Directions:
Reproduce, exactly and in full, only the lines below from the one containing "ring mcp: (28, 330)" through the one containing "index pip: (278, 265)".

= = =

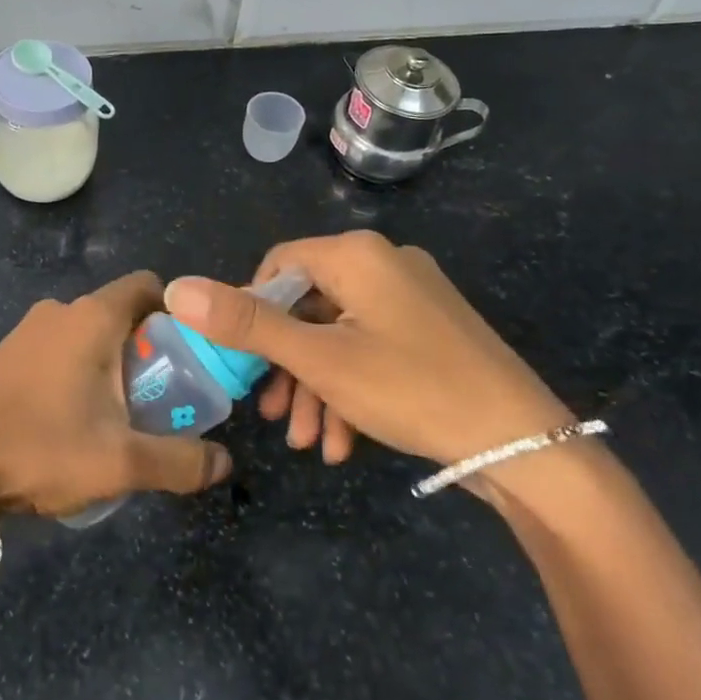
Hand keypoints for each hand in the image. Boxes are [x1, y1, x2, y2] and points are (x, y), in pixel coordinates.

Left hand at [0, 271, 232, 518]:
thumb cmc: (41, 446)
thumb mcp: (121, 463)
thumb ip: (180, 462)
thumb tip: (224, 463)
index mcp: (94, 316)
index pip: (149, 286)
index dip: (177, 314)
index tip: (188, 355)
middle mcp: (62, 310)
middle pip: (122, 314)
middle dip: (147, 351)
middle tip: (161, 399)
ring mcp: (28, 330)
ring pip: (89, 336)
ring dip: (111, 366)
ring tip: (119, 419)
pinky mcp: (6, 353)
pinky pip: (59, 351)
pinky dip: (78, 373)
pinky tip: (73, 423)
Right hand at [163, 231, 572, 470]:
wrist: (524, 445)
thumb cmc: (411, 388)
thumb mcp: (318, 359)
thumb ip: (245, 323)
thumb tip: (176, 288)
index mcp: (356, 254)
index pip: (278, 265)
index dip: (252, 313)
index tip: (245, 363)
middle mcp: (384, 263)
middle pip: (308, 306)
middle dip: (286, 366)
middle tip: (273, 417)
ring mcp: (411, 298)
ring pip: (339, 336)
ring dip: (316, 388)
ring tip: (308, 444)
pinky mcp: (430, 331)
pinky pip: (372, 349)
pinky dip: (351, 390)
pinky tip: (343, 443)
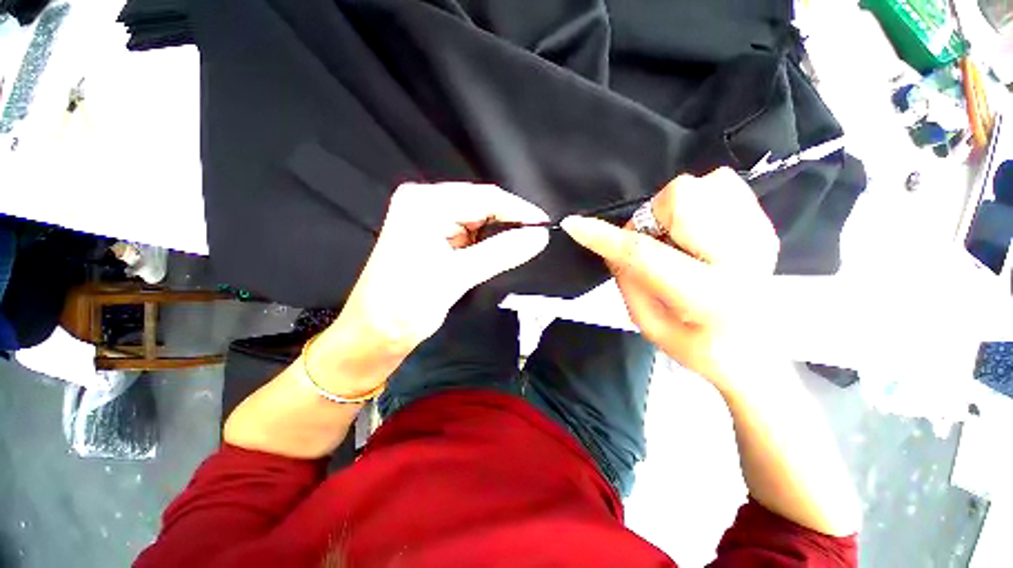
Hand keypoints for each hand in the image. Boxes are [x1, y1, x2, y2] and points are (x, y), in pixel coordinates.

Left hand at [320, 182, 548, 375]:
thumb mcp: (456, 276)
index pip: (483, 197)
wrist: (374, 334)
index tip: (546, 225)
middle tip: (539, 238)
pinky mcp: (433, 237)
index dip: (518, 210)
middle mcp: (425, 204)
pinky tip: (504, 251)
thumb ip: (501, 252)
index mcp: (425, 204)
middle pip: (481, 205)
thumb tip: (540, 236)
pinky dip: (488, 243)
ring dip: (500, 234)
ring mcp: (429, 220)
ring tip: (526, 245)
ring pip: (477, 220)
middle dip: (510, 222)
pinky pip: (469, 233)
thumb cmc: (406, 304)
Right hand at [561, 168, 779, 390]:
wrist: (755, 351)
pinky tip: (699, 229)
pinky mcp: (764, 224)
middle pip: (680, 200)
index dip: (604, 237)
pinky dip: (699, 199)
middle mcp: (741, 258)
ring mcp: (758, 235)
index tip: (573, 225)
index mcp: (708, 296)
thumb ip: (626, 279)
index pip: (643, 255)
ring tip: (679, 241)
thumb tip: (611, 243)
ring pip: (699, 186)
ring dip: (673, 212)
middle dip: (652, 219)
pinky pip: (721, 182)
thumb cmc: (697, 346)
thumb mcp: (647, 324)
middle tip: (655, 246)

= = =

Task output:
ring mcp: (28, 330)
ring pip: (89, 336)
ring dip: (111, 366)
ring tip: (119, 419)
pinky mcp: (6, 353)
pinky pip: (59, 351)
pinky dip: (78, 373)
pinky tip: (73, 423)
Right hand at [163, 231, 572, 470]:
wrist: (524, 445)
thumb cmc: (411, 388)
thumb mcp: (318, 359)
thumb ip: (245, 323)
thumb tip: (176, 288)
index mcp: (356, 254)
index pip: (278, 265)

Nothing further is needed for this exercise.